> [Problem requirements]
Set down every record below exactly as written.

Collected data:
+++

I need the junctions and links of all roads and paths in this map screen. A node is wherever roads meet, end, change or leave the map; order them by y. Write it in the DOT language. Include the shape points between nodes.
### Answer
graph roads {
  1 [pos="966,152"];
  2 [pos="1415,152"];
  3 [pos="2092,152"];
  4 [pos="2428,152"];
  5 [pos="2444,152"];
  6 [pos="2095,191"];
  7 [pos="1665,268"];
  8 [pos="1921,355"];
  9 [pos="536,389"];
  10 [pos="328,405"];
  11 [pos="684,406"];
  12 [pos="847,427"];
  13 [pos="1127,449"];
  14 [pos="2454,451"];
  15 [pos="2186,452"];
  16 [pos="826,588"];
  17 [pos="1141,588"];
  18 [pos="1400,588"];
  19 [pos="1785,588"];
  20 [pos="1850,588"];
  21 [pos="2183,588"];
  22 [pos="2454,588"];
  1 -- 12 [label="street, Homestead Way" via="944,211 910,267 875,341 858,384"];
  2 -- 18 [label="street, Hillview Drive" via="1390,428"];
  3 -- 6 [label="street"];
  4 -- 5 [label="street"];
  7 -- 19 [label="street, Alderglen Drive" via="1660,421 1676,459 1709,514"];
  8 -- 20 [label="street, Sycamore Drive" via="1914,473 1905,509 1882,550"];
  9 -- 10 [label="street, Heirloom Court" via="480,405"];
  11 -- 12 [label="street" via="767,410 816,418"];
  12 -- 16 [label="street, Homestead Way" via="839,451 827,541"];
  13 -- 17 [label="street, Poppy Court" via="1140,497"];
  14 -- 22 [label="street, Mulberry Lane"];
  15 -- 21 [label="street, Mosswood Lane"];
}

+++

> [Answer for the task]
I need the junctions and links of all roads and paths in this map screen. A node is wherever roads meet, end, change or leave the map; order them by y. Write it in the DOT language. Include the shape points between nodes.
### Answer
graph roads {
  1 [pos="966,152"];
  2 [pos="1415,152"];
  3 [pos="2092,152"];
  4 [pos="2428,152"];
  5 [pos="2444,152"];
  6 [pos="2095,191"];
  7 [pos="1665,268"];
  8 [pos="1921,355"];
  9 [pos="536,389"];
  10 [pos="328,405"];
  11 [pos="684,406"];
  12 [pos="847,427"];
  13 [pos="1127,449"];
  14 [pos="2454,451"];
  15 [pos="2186,452"];
  16 [pos="826,588"];
  17 [pos="1141,588"];
  18 [pos="1400,588"];
  19 [pos="1785,588"];
  20 [pos="1850,588"];
  21 [pos="2183,588"];
  22 [pos="2454,588"];
  1 -- 12 [label="street, Homestead Way" via="944,211 910,267 875,341 858,384"];
  2 -- 18 [label="street, Hillview Drive" via="1390,428"];
  3 -- 6 [label="street"];
  4 -- 5 [label="street"];
  7 -- 19 [label="street, Alderglen Drive" via="1660,421 1676,459 1709,514"];
  8 -- 20 [label="street, Sycamore Drive" via="1914,473 1905,509 1882,550"];
  9 -- 10 [label="street, Heirloom Court" via="480,405"];
  11 -- 12 [label="street" via="767,410 816,418"];
  12 -- 16 [label="street, Homestead Way" via="839,451 827,541"];
  13 -- 17 [label="street, Poppy Court" via="1140,497"];
  14 -- 22 [label="street, Mulberry Lane"];
  15 -- 21 [label="street, Mosswood Lane"];
}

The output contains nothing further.